> **EXERCISE PROMPT**: Repeat all entries below exactly as shown.

+-------+

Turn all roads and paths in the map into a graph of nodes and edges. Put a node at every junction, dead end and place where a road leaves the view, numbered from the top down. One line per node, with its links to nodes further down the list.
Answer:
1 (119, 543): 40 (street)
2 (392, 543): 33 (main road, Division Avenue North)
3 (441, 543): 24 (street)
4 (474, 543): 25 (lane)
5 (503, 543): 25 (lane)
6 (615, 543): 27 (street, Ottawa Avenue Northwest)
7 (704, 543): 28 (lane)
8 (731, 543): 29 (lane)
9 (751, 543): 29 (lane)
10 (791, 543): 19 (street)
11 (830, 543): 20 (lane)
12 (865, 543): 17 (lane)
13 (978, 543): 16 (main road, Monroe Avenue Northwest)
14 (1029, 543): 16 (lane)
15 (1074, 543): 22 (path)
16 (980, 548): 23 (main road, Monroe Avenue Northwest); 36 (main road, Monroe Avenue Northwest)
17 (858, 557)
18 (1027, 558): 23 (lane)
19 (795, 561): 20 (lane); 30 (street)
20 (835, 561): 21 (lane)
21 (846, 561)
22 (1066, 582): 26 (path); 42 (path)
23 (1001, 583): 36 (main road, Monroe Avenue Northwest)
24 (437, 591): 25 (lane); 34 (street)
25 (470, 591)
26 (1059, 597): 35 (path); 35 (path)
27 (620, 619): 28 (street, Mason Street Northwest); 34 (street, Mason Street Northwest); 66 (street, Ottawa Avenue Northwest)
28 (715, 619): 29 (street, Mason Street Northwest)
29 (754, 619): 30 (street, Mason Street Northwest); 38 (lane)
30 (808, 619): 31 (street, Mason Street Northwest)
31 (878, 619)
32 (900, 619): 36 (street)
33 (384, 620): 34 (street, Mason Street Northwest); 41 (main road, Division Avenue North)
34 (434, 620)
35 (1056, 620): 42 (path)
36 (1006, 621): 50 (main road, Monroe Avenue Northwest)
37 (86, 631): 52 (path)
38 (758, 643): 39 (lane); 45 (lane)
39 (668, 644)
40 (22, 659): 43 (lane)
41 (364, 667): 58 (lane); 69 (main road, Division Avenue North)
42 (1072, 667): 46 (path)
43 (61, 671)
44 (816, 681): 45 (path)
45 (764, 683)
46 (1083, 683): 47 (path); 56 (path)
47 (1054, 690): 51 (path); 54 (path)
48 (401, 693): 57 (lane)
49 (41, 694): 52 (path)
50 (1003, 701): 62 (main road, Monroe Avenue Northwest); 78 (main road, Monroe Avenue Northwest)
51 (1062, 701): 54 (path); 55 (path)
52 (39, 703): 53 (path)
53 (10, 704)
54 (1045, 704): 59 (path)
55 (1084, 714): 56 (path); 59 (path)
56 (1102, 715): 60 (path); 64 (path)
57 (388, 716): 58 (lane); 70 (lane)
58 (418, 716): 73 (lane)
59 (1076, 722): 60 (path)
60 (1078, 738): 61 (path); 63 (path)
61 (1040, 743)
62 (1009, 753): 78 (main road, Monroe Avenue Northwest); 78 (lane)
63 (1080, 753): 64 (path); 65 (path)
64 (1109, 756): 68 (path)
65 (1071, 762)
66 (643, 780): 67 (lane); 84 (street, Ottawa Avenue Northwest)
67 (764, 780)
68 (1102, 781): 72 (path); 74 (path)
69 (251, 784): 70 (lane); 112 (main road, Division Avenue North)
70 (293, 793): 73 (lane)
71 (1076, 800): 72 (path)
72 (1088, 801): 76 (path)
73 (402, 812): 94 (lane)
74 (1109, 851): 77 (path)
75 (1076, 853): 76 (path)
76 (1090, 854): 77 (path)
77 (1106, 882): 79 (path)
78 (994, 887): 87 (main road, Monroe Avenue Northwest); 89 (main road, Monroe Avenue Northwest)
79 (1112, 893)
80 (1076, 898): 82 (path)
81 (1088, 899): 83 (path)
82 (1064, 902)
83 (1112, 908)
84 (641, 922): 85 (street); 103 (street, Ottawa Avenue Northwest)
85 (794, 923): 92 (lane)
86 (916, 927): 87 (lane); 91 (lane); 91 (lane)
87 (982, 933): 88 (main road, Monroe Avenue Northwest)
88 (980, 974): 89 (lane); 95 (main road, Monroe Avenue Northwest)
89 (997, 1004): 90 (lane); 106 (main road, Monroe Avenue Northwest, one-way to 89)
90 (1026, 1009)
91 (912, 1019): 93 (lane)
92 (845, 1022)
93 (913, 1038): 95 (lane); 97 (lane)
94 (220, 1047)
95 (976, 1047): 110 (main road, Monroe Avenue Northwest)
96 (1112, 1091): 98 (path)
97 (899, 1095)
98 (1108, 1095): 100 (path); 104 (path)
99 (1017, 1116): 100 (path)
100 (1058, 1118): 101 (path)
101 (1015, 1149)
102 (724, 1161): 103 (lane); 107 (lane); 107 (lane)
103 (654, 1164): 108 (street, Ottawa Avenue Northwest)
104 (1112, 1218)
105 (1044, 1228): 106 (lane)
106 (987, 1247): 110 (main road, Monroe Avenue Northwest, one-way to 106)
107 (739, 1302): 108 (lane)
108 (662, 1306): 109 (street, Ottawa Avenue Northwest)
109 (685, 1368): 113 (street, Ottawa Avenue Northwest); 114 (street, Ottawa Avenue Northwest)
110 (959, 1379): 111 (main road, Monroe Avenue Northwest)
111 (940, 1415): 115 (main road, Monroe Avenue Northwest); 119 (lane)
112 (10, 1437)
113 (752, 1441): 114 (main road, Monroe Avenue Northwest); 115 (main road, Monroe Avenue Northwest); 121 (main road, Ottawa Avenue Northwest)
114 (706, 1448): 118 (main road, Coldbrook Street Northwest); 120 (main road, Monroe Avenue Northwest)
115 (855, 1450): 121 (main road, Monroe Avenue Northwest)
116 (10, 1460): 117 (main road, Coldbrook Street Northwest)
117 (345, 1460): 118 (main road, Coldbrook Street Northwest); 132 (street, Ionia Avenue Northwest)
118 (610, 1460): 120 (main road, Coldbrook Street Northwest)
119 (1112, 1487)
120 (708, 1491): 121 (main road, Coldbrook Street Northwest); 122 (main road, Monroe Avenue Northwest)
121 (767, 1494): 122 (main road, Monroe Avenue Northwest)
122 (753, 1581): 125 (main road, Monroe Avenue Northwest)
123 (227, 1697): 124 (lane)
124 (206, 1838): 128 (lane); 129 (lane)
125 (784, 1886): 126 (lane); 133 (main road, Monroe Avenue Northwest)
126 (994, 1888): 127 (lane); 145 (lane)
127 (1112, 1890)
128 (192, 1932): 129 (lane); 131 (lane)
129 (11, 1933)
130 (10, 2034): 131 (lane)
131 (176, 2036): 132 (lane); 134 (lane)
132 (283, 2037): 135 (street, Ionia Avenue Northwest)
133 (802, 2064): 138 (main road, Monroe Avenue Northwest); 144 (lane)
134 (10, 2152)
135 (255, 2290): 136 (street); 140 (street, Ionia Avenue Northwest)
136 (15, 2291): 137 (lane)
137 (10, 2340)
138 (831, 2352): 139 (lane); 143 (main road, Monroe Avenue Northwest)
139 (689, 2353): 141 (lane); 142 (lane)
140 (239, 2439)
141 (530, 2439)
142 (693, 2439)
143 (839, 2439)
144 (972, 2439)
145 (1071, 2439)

+-------+

> **EXPECTED OUTPUT**:
Turn all roads and paths in the map into a graph of nodes and edges. Put a node at every junction, dead end and place where a road leaves the view, numbered from the top down. One line per node, with its links to nodes further down the list.
Answer:
1 (119, 543): 40 (street)
2 (392, 543): 33 (main road, Division Avenue North)
3 (441, 543): 24 (street)
4 (474, 543): 25 (lane)
5 (503, 543): 25 (lane)
6 (615, 543): 27 (street, Ottawa Avenue Northwest)
7 (704, 543): 28 (lane)
8 (731, 543): 29 (lane)
9 (751, 543): 29 (lane)
10 (791, 543): 19 (street)
11 (830, 543): 20 (lane)
12 (865, 543): 17 (lane)
13 (978, 543): 16 (main road, Monroe Avenue Northwest)
14 (1029, 543): 16 (lane)
15 (1074, 543): 22 (path)
16 (980, 548): 23 (main road, Monroe Avenue Northwest); 36 (main road, Monroe Avenue Northwest)
17 (858, 557)
18 (1027, 558): 23 (lane)
19 (795, 561): 20 (lane); 30 (street)
20 (835, 561): 21 (lane)
21 (846, 561)
22 (1066, 582): 26 (path); 42 (path)
23 (1001, 583): 36 (main road, Monroe Avenue Northwest)
24 (437, 591): 25 (lane); 34 (street)
25 (470, 591)
26 (1059, 597): 35 (path); 35 (path)
27 (620, 619): 28 (street, Mason Street Northwest); 34 (street, Mason Street Northwest); 66 (street, Ottawa Avenue Northwest)
28 (715, 619): 29 (street, Mason Street Northwest)
29 (754, 619): 30 (street, Mason Street Northwest); 38 (lane)
30 (808, 619): 31 (street, Mason Street Northwest)
31 (878, 619)
32 (900, 619): 36 (street)
33 (384, 620): 34 (street, Mason Street Northwest); 41 (main road, Division Avenue North)
34 (434, 620)
35 (1056, 620): 42 (path)
36 (1006, 621): 50 (main road, Monroe Avenue Northwest)
37 (86, 631): 52 (path)
38 (758, 643): 39 (lane); 45 (lane)
39 (668, 644)
40 (22, 659): 43 (lane)
41 (364, 667): 58 (lane); 69 (main road, Division Avenue North)
42 (1072, 667): 46 (path)
43 (61, 671)
44 (816, 681): 45 (path)
45 (764, 683)
46 (1083, 683): 47 (path); 56 (path)
47 (1054, 690): 51 (path); 54 (path)
48 (401, 693): 57 (lane)
49 (41, 694): 52 (path)
50 (1003, 701): 62 (main road, Monroe Avenue Northwest); 78 (main road, Monroe Avenue Northwest)
51 (1062, 701): 54 (path); 55 (path)
52 (39, 703): 53 (path)
53 (10, 704)
54 (1045, 704): 59 (path)
55 (1084, 714): 56 (path); 59 (path)
56 (1102, 715): 60 (path); 64 (path)
57 (388, 716): 58 (lane); 70 (lane)
58 (418, 716): 73 (lane)
59 (1076, 722): 60 (path)
60 (1078, 738): 61 (path); 63 (path)
61 (1040, 743)
62 (1009, 753): 78 (main road, Monroe Avenue Northwest); 78 (lane)
63 (1080, 753): 64 (path); 65 (path)
64 (1109, 756): 68 (path)
65 (1071, 762)
66 (643, 780): 67 (lane); 84 (street, Ottawa Avenue Northwest)
67 (764, 780)
68 (1102, 781): 72 (path); 74 (path)
69 (251, 784): 70 (lane); 112 (main road, Division Avenue North)
70 (293, 793): 73 (lane)
71 (1076, 800): 72 (path)
72 (1088, 801): 76 (path)
73 (402, 812): 94 (lane)
74 (1109, 851): 77 (path)
75 (1076, 853): 76 (path)
76 (1090, 854): 77 (path)
77 (1106, 882): 79 (path)
78 (994, 887): 87 (main road, Monroe Avenue Northwest); 89 (main road, Monroe Avenue Northwest)
79 (1112, 893)
80 (1076, 898): 82 (path)
81 (1088, 899): 83 (path)
82 (1064, 902)
83 (1112, 908)
84 (641, 922): 85 (street); 103 (street, Ottawa Avenue Northwest)
85 (794, 923): 92 (lane)
86 (916, 927): 87 (lane); 91 (lane); 91 (lane)
87 (982, 933): 88 (main road, Monroe Avenue Northwest)
88 (980, 974): 89 (lane); 95 (main road, Monroe Avenue Northwest)
89 (997, 1004): 90 (lane); 106 (main road, Monroe Avenue Northwest, one-way to 89)
90 (1026, 1009)
91 (912, 1019): 93 (lane)
92 (845, 1022)
93 (913, 1038): 95 (lane); 97 (lane)
94 (220, 1047)
95 (976, 1047): 110 (main road, Monroe Avenue Northwest)
96 (1112, 1091): 98 (path)
97 (899, 1095)
98 (1108, 1095): 100 (path); 104 (path)
99 (1017, 1116): 100 (path)
100 (1058, 1118): 101 (path)
101 (1015, 1149)
102 (724, 1161): 103 (lane); 107 (lane); 107 (lane)
103 (654, 1164): 108 (street, Ottawa Avenue Northwest)
104 (1112, 1218)
105 (1044, 1228): 106 (lane)
106 (987, 1247): 110 (main road, Monroe Avenue Northwest, one-way to 106)
107 (739, 1302): 108 (lane)
108 (662, 1306): 109 (street, Ottawa Avenue Northwest)
109 (685, 1368): 113 (street, Ottawa Avenue Northwest); 114 (street, Ottawa Avenue Northwest)
110 (959, 1379): 111 (main road, Monroe Avenue Northwest)
111 (940, 1415): 115 (main road, Monroe Avenue Northwest); 119 (lane)
112 (10, 1437)
113 (752, 1441): 114 (main road, Monroe Avenue Northwest); 115 (main road, Monroe Avenue Northwest); 121 (main road, Ottawa Avenue Northwest)
114 (706, 1448): 118 (main road, Coldbrook Street Northwest); 120 (main road, Monroe Avenue Northwest)
115 (855, 1450): 121 (main road, Monroe Avenue Northwest)
116 (10, 1460): 117 (main road, Coldbrook Street Northwest)
117 (345, 1460): 118 (main road, Coldbrook Street Northwest); 132 (street, Ionia Avenue Northwest)
118 (610, 1460): 120 (main road, Coldbrook Street Northwest)
119 (1112, 1487)
120 (708, 1491): 121 (main road, Coldbrook Street Northwest); 122 (main road, Monroe Avenue Northwest)
121 (767, 1494): 122 (main road, Monroe Avenue Northwest)
122 (753, 1581): 125 (main road, Monroe Avenue Northwest)
123 (227, 1697): 124 (lane)
124 (206, 1838): 128 (lane); 129 (lane)
125 (784, 1886): 126 (lane); 133 (main road, Monroe Avenue Northwest)
126 (994, 1888): 127 (lane); 145 (lane)
127 (1112, 1890)
128 (192, 1932): 129 (lane); 131 (lane)
129 (11, 1933)
130 (10, 2034): 131 (lane)
131 (176, 2036): 132 (lane); 134 (lane)
132 (283, 2037): 135 (street, Ionia Avenue Northwest)
133 (802, 2064): 138 (main road, Monroe Avenue Northwest); 144 (lane)
134 (10, 2152)
135 (255, 2290): 136 (street); 140 (street, Ionia Avenue Northwest)
136 (15, 2291): 137 (lane)
137 (10, 2340)
138 (831, 2352): 139 (lane); 143 (main road, Monroe Avenue Northwest)
139 (689, 2353): 141 (lane); 142 (lane)
140 (239, 2439)
141 (530, 2439)
142 (693, 2439)
143 (839, 2439)
144 (972, 2439)
145 (1071, 2439)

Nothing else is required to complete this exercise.